Once upon a time second mortgage loans had a stigma of financial hardship attached to the homeowner who sought the loan. However, overtime this is no longer the case and there is wide spread appeal and acceptance of second mortgages.

Types of Second Mortgages:

Home Equity Line of Credit Home Equity Loan Traditional Mortgage

A second mortgage may be good option for:

Home improvement Home renovation College tuition Debt consolidation Emergencies

Make sure you get a free second mortgage rate quote to see if it makes sense for your specific financial goals.

Second Mortgage – Home Equity Vs Refinance

Monday, October 5th, 2009



Why should you take out a second mortgage or a home equity line of credit instead of refinancing?

Well…You Shouldn’t!

Why Not?

1. Second Mortgages usually have an interest rant that is twice or even three times as high as your first mortgage rate. You can refinance instead and keep a very low rate. In the long run a second mortgage will just cost you money in interest charges.

2. Home equity lines of credit are designed for mortgage account executives (salespeople) to sell you on using it like a credit card attached to your home. They will try to convince you to use it over and over again.

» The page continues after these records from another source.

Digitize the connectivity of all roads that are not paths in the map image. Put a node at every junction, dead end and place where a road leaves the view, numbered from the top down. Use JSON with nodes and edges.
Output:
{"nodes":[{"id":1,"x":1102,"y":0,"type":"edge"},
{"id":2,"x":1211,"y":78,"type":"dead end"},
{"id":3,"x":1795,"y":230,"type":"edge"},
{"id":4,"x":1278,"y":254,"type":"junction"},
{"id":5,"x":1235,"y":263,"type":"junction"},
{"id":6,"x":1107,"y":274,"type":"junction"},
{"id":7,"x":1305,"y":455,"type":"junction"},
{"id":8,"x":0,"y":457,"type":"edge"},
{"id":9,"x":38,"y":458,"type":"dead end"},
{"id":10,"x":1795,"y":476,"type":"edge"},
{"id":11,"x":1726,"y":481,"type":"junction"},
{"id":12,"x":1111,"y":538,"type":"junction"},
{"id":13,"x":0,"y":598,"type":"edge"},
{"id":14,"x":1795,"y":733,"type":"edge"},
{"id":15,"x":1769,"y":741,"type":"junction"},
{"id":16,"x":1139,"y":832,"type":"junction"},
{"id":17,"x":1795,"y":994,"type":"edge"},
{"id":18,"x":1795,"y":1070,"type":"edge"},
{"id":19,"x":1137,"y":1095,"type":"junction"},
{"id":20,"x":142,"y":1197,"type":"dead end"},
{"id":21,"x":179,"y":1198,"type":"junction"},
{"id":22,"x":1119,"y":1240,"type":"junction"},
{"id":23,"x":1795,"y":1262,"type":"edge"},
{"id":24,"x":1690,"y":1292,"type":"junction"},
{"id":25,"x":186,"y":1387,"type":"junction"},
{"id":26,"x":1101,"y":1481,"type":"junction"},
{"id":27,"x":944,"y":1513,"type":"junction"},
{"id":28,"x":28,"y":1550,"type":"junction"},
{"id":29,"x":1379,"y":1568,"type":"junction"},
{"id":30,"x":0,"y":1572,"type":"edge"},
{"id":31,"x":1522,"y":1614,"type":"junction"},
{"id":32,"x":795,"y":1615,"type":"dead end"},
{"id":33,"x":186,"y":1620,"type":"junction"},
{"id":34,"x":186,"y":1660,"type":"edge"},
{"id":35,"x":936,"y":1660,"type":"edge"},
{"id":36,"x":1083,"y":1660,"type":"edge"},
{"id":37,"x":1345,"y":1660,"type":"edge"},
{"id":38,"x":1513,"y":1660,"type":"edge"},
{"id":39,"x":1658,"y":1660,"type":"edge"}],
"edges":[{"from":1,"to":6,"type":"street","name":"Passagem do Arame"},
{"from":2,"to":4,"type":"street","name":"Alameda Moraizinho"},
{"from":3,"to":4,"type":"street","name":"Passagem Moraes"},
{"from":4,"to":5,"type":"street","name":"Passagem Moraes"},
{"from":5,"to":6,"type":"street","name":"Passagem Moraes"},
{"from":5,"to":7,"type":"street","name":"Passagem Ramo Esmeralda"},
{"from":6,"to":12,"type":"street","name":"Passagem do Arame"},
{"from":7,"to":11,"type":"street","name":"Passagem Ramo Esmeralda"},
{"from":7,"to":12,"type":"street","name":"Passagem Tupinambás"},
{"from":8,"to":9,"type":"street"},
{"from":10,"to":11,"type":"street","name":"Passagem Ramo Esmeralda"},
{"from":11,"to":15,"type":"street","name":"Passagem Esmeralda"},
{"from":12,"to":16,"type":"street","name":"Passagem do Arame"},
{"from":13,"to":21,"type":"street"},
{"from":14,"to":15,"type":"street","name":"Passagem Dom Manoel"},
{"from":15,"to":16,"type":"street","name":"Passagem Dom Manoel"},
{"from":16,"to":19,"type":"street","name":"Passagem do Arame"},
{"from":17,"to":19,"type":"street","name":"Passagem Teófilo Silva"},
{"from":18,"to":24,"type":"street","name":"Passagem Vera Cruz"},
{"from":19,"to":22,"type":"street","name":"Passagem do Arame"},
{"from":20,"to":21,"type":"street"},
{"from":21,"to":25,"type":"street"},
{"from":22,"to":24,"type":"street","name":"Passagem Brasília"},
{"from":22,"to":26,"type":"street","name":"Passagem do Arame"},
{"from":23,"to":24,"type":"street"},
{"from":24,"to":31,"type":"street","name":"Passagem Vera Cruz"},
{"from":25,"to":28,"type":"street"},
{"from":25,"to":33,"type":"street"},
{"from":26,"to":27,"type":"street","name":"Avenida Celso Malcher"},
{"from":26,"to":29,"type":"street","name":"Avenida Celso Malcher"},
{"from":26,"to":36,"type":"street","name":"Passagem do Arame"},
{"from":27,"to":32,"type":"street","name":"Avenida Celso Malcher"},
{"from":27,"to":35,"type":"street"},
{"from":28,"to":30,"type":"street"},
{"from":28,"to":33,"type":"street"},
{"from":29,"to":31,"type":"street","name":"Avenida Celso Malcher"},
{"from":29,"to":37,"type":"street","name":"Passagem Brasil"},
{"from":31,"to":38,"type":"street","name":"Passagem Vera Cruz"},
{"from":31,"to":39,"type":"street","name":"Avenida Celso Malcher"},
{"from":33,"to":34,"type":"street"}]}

3. A refinance loan is better for the equity in your home. Very few companies will refinance your home at 100% of it’s value without forcing you to take out a second mortgage. You don’t want to use 100% of your equity because that means you no longer have that equity to fall back on in emergency situations.

4. Second Mortgages and Home Equity lines of credit are designed to provide account executives (salespeople) with another tool to sway you into putting another commission in their pocket.

5. Your equity is a precious thing and should not be used for unnecessary add ons or impulse buys. If you don’t need it and there is even a slight chance you can’t afford it, then don’t get a second mortgage to buy it.

The only reason that I would ever recommend a second mortgage or a home equity line of credit is in an emergency situation. Only when there is no other option and you must take out a loan would I recommend either one of these options.